Locate every line in the material below that has the word "roads". Copy each of those lines.

--- DATASET CONTENT Enclosed Below ---

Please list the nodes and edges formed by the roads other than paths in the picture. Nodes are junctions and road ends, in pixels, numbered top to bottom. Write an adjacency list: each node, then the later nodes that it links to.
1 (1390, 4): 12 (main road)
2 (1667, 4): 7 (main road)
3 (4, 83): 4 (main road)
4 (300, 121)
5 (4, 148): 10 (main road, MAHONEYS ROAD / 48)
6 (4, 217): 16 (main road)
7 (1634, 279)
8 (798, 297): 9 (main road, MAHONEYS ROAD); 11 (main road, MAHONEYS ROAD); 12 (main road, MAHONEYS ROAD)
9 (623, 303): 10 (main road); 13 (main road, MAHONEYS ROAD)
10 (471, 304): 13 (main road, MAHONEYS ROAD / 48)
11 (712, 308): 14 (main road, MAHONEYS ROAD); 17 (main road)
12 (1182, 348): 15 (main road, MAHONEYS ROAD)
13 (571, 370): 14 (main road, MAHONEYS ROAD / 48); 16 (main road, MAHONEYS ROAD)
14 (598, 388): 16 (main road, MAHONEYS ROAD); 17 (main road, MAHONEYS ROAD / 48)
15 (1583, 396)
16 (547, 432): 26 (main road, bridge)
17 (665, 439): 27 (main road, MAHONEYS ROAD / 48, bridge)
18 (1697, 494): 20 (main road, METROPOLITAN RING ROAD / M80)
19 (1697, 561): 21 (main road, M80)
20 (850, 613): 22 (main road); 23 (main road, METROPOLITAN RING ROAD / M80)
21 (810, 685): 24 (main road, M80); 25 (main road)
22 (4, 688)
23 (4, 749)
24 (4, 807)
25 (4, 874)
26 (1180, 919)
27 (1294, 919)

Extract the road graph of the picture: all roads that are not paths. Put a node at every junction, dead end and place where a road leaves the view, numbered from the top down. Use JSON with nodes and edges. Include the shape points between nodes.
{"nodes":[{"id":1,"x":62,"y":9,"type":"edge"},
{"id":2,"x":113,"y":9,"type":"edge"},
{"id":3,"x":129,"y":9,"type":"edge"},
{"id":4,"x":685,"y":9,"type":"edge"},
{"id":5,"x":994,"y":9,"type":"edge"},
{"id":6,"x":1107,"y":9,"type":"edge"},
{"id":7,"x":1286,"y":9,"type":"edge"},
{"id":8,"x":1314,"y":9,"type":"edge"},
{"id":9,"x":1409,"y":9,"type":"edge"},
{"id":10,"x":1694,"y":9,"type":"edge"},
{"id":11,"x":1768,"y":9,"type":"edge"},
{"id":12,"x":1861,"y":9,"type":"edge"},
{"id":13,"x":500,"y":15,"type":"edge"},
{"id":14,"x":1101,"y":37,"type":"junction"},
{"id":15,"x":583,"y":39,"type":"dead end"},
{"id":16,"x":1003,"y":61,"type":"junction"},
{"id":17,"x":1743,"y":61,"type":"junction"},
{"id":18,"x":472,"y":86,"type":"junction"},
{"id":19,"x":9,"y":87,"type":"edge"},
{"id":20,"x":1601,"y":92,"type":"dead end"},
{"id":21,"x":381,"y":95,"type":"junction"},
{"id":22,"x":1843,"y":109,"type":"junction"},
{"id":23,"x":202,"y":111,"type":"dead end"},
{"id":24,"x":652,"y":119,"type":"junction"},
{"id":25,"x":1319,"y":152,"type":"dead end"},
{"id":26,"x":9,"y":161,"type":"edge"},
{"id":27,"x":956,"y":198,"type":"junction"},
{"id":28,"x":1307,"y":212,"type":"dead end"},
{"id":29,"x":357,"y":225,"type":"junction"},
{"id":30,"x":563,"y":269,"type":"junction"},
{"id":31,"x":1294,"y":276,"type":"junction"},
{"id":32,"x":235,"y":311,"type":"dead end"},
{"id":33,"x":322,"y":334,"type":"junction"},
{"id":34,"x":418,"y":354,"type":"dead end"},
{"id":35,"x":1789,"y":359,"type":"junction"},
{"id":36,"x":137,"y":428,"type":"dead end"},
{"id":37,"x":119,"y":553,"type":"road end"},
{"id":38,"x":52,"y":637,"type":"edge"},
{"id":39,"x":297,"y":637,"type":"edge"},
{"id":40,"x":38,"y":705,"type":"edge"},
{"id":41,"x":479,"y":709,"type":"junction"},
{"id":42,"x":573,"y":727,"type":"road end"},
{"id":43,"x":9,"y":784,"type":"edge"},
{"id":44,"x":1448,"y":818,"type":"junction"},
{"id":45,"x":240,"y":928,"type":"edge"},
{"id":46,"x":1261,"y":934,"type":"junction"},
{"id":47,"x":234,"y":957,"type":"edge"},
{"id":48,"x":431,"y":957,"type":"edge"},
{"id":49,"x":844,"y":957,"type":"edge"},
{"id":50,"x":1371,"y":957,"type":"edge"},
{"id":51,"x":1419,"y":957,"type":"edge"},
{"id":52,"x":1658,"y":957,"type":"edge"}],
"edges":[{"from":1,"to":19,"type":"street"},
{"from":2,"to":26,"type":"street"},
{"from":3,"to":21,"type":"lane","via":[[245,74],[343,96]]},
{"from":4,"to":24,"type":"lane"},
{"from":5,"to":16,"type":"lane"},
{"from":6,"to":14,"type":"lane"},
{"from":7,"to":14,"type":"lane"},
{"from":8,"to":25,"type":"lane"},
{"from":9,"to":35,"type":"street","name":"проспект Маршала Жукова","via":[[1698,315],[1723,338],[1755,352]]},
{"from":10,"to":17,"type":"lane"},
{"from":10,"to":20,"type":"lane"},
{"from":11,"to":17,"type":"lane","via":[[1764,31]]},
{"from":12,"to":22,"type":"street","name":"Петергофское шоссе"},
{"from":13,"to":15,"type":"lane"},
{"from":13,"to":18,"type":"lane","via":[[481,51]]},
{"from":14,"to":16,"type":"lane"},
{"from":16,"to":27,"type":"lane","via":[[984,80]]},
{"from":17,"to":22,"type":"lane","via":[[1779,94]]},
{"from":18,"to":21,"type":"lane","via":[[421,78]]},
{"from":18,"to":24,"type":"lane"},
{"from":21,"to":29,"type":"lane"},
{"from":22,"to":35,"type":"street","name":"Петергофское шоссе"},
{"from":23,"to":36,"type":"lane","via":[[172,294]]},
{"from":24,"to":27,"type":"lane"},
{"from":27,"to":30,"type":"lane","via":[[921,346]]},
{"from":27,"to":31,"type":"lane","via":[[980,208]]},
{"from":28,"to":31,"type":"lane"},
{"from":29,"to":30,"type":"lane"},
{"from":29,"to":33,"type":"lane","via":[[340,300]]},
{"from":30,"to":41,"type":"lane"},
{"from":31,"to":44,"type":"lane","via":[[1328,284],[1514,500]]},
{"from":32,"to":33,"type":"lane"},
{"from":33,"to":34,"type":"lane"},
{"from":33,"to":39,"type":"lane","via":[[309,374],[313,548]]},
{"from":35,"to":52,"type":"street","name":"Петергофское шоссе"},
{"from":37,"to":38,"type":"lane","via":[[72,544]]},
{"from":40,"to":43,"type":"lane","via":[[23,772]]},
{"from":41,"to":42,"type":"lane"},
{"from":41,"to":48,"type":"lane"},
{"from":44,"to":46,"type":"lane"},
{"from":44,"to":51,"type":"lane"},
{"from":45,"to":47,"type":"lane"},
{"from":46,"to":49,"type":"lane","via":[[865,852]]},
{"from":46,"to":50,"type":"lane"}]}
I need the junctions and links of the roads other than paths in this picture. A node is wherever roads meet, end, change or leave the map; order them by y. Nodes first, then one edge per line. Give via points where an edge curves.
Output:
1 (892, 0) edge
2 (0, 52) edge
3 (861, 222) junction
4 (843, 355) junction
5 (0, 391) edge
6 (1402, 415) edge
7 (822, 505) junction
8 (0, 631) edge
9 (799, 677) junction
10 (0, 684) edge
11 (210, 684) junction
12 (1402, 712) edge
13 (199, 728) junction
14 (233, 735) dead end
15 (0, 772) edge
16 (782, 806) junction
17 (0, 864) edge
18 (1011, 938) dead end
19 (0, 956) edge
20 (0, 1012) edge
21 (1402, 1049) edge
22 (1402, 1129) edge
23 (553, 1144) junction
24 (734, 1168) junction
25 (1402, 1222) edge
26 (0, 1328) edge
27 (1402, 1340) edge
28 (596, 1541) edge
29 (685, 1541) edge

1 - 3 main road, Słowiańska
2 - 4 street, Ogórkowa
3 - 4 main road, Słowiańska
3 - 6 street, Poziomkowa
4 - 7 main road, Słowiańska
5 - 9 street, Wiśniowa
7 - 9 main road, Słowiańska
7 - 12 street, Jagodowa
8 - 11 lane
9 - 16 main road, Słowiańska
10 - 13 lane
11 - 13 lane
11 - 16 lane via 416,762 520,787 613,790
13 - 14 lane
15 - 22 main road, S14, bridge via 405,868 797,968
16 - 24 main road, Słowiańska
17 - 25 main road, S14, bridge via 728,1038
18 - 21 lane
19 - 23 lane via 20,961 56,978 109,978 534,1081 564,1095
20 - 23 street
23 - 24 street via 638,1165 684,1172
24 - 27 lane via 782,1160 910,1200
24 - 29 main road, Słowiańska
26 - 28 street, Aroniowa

--- End of Enclosed DATASET CONTENT ---

### SOLUTION FOR THIS TASK
Please list the nodes and edges formed by the roads other than paths in the picture. Nodes are junctions and road ends, in pixels, numbered top to bottom. Write an adjacency list: each node, then the later nodes that it links to.
Extract the road graph of the picture: all roads that are not paths. Put a node at every junction, dead end and place where a road leaves the view, numbered from the top down. Use JSON with nodes and edges. Include the shape points between nodes.
I need the junctions and links of the roads other than paths in this picture. A node is wherever roads meet, end, change or leave the map; order them by y. Nodes first, then one edge per line. Give via points where an edge curves.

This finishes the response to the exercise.